*Source data*:
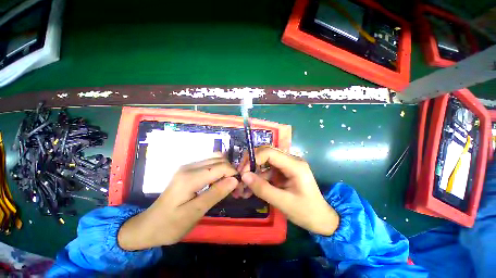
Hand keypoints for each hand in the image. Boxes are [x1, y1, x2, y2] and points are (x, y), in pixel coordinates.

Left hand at [118, 157, 237, 249]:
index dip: (233, 173)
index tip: (239, 186)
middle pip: (219, 160)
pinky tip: (219, 181)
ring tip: (228, 184)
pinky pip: (209, 163)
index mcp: (190, 177)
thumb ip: (215, 194)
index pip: (220, 167)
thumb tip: (235, 180)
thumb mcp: (195, 213)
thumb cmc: (171, 224)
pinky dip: (218, 169)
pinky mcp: (188, 170)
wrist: (149, 225)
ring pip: (215, 159)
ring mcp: (188, 166)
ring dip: (225, 169)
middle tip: (235, 187)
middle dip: (231, 171)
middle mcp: (190, 166)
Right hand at [239, 146, 338, 235]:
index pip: (270, 152)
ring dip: (254, 171)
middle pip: (267, 153)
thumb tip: (244, 176)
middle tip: (241, 174)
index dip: (254, 158)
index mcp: (294, 165)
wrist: (321, 219)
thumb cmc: (306, 212)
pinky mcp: (284, 171)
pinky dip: (259, 177)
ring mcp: (287, 165)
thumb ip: (263, 188)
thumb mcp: (283, 202)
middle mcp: (291, 160)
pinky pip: (268, 169)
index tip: (243, 172)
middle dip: (252, 162)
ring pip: (265, 161)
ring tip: (244, 185)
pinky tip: (252, 187)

*Work to be completed*: Each line above with the string "thumb" in it should be located and copied.

*Answer to this exercise*:
thumb ip: (215, 194)
thumb tip: (235, 180)
thumb mcp: (195, 213)
thumb cmc: (171, 224)
thumb tip: (244, 176)
thumb cmc: (306, 212)
thumb ip: (263, 188)
thumb mcp: (283, 202)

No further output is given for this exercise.